[Extracted entries — start]
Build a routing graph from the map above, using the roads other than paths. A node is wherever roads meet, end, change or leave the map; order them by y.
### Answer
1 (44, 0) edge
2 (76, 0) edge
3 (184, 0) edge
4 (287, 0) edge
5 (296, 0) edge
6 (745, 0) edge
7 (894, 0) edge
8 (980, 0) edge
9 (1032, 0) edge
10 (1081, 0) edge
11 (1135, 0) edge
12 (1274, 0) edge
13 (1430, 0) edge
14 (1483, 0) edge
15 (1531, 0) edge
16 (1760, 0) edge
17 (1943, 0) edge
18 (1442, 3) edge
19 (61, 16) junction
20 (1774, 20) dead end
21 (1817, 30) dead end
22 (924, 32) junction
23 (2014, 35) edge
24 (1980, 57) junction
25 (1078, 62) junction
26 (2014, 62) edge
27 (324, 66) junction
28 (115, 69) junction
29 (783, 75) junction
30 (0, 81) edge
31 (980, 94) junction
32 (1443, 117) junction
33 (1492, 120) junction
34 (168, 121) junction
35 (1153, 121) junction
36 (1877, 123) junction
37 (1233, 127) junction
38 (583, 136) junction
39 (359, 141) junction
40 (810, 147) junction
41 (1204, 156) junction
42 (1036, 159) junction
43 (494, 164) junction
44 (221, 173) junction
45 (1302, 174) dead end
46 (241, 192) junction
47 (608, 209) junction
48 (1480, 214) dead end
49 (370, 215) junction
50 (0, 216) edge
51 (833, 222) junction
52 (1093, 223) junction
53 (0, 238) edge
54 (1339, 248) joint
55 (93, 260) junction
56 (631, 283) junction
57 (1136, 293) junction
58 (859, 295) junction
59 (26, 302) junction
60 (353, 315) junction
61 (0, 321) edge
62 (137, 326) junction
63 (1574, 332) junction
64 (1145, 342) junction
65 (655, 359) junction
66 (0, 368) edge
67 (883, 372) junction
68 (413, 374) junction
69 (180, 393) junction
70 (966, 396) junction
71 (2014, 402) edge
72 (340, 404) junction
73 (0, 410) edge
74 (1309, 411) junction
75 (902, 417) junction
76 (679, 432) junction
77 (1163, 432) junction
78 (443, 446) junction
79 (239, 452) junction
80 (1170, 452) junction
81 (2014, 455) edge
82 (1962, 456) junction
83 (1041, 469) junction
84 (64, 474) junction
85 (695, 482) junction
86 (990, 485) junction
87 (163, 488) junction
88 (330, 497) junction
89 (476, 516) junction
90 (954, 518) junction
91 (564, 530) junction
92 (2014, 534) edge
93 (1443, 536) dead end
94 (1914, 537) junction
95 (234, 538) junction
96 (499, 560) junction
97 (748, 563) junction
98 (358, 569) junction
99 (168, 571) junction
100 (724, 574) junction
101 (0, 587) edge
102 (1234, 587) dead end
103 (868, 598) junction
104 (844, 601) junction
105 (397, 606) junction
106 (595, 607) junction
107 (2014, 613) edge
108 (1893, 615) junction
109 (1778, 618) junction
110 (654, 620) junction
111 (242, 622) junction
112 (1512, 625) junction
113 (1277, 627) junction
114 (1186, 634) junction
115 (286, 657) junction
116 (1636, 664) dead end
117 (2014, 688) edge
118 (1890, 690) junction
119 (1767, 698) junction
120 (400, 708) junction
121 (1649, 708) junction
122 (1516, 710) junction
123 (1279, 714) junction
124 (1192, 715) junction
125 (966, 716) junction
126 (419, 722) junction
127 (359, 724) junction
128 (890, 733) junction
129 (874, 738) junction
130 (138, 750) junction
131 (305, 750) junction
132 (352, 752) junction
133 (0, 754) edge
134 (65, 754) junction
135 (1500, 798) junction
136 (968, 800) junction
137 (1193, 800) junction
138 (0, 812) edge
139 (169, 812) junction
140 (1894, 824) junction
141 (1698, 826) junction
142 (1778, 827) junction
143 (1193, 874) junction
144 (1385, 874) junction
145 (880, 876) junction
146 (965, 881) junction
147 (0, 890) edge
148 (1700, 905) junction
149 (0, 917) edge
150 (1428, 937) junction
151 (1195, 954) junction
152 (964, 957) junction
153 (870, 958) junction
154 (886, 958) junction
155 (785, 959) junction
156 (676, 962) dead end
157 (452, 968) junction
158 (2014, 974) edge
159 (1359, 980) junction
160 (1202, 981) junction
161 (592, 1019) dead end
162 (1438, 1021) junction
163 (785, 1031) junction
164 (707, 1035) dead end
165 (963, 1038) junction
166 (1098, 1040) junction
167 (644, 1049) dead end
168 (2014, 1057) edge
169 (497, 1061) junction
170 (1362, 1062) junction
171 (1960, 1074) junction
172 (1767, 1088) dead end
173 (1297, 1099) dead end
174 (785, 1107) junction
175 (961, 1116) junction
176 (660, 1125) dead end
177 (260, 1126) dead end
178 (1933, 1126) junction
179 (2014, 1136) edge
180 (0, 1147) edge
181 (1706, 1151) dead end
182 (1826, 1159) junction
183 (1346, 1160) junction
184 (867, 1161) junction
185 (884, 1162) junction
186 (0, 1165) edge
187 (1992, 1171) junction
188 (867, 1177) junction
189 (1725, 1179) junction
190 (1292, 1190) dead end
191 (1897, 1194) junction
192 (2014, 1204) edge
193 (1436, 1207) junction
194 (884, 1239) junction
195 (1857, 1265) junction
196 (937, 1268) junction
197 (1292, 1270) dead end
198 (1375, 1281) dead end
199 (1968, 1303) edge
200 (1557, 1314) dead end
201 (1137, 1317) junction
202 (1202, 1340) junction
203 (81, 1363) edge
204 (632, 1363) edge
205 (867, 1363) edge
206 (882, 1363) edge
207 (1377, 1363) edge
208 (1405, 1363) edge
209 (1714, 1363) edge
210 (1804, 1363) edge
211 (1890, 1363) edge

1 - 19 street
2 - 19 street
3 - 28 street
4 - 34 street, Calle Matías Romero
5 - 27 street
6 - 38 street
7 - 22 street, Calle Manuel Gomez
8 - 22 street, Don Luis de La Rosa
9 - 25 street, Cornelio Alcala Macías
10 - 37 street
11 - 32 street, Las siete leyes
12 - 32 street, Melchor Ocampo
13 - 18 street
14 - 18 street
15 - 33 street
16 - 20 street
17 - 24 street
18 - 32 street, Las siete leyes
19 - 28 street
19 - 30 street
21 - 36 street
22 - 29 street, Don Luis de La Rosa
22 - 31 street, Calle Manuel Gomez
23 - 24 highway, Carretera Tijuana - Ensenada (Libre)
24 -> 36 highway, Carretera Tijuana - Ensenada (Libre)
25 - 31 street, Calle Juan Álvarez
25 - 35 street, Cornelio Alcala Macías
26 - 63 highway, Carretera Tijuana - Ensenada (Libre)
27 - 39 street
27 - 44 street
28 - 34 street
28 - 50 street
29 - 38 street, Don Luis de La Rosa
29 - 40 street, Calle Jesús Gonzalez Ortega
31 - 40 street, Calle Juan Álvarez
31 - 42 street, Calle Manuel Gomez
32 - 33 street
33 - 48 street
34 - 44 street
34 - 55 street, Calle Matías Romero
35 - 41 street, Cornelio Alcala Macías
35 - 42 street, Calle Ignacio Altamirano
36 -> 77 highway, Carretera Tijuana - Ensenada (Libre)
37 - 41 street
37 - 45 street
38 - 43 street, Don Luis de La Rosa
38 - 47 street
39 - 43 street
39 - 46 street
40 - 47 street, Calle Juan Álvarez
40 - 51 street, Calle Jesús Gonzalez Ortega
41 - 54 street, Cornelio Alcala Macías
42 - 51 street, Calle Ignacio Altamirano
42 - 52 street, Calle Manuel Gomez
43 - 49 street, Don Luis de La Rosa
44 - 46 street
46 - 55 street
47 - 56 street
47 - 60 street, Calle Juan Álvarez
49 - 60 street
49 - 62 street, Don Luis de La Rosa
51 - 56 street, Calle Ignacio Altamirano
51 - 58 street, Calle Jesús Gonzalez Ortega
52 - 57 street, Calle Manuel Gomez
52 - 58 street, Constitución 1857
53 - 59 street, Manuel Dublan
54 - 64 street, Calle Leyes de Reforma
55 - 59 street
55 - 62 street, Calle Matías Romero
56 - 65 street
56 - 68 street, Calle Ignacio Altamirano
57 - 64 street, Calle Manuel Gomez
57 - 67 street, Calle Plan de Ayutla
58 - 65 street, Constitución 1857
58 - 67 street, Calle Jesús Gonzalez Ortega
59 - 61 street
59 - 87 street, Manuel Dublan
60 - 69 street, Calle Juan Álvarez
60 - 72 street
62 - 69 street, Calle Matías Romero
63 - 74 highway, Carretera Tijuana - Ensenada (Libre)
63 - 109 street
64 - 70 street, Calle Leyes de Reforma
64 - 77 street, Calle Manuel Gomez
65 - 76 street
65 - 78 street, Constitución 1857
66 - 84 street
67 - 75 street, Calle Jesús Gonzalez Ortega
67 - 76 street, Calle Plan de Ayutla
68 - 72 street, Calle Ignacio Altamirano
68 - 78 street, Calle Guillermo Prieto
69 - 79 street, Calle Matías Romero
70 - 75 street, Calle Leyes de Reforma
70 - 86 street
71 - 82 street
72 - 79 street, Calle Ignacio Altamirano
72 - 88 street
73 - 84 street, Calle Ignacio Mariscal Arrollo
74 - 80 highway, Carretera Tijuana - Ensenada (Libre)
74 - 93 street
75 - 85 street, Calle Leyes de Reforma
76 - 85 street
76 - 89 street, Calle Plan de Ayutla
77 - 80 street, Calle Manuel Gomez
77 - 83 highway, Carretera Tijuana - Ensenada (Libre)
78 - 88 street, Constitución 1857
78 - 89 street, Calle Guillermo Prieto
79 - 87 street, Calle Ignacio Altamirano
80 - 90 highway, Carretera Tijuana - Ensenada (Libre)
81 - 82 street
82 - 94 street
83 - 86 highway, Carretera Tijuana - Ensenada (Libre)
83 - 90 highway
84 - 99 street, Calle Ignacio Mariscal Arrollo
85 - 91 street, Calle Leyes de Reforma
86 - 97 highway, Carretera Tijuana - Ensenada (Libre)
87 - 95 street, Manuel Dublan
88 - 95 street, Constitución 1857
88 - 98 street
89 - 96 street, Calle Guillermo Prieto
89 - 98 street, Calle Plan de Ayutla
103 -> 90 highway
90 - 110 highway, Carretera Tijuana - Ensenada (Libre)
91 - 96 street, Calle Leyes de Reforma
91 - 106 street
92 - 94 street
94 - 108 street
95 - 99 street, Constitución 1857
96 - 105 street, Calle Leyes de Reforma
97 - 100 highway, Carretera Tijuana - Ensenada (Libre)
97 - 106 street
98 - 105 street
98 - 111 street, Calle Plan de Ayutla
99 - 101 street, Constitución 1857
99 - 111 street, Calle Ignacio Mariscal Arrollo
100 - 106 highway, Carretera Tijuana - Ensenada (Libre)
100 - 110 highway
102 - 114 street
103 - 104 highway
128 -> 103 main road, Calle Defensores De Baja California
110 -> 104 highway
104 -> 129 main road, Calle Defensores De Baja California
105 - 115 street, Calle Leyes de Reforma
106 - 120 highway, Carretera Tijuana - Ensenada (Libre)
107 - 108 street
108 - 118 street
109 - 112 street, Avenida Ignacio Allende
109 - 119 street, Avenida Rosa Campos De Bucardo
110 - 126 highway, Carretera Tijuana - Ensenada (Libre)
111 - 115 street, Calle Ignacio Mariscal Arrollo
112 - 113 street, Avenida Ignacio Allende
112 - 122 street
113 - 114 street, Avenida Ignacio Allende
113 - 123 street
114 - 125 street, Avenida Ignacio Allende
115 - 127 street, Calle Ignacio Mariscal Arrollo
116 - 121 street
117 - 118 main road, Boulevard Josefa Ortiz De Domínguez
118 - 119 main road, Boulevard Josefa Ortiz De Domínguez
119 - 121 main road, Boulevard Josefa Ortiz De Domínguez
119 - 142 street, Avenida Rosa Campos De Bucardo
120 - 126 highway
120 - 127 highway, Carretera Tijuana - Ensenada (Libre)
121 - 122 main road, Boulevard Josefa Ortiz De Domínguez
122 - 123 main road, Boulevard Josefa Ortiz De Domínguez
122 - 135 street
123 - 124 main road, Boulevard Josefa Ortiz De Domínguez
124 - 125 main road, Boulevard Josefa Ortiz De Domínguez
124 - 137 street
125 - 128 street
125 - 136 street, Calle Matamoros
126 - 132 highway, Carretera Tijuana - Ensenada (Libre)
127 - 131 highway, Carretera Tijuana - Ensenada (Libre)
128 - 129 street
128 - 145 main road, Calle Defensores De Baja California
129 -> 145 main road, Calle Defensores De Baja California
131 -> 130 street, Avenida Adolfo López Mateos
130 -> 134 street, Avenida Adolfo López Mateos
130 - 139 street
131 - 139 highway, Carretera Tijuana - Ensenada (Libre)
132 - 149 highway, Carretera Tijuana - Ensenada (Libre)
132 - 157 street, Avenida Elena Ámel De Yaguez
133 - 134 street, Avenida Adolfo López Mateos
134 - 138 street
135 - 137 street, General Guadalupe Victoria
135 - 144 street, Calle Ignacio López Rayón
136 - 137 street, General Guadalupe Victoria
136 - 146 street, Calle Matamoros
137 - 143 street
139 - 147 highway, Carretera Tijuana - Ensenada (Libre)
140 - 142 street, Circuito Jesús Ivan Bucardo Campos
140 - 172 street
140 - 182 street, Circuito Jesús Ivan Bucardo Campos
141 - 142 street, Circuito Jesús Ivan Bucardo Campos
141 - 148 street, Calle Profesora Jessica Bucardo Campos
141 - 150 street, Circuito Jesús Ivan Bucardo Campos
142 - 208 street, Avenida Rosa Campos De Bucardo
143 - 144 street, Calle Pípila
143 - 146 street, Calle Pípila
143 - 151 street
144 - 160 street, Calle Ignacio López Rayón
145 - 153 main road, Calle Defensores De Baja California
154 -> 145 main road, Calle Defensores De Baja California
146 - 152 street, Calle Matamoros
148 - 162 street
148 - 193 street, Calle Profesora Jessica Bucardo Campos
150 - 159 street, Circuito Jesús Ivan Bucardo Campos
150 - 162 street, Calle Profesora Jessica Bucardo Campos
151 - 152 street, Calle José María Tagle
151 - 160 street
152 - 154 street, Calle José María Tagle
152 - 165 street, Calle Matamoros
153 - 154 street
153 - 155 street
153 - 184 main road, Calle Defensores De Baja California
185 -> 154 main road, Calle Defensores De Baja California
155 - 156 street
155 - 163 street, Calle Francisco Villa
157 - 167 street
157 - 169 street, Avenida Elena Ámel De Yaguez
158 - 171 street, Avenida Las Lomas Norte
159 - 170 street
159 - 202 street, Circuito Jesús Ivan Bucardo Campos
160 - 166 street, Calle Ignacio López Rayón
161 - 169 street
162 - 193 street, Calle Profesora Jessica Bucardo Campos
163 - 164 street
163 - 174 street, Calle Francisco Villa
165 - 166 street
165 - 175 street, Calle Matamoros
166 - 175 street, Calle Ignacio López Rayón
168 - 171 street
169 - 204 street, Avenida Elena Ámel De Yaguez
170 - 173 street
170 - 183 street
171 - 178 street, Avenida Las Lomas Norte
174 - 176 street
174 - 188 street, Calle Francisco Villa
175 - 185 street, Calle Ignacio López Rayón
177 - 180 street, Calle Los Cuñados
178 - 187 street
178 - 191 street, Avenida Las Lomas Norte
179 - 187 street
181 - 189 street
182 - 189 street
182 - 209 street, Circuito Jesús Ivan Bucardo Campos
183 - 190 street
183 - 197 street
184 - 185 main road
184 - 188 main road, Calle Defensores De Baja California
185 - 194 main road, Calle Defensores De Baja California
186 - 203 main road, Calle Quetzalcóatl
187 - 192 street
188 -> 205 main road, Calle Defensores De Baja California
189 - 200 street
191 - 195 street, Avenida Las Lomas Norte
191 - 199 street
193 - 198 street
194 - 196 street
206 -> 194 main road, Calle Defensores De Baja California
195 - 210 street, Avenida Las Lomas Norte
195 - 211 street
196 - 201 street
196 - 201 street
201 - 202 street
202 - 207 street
[Extracted entries — finish]
> _Exercise prompt_: From the entries above, copy every line where the word "Ortega" shows up.

> _Exercise answer_:
29 - 40 street, Calle Jesús Gonzalez Ortega
40 - 51 street, Calle Jesús Gonzalez Ortega
51 - 58 street, Calle Jesús Gonzalez Ortega
58 - 67 street, Calle Jesús Gonzalez Ortega
67 - 75 street, Calle Jesús Gonzalez Ortega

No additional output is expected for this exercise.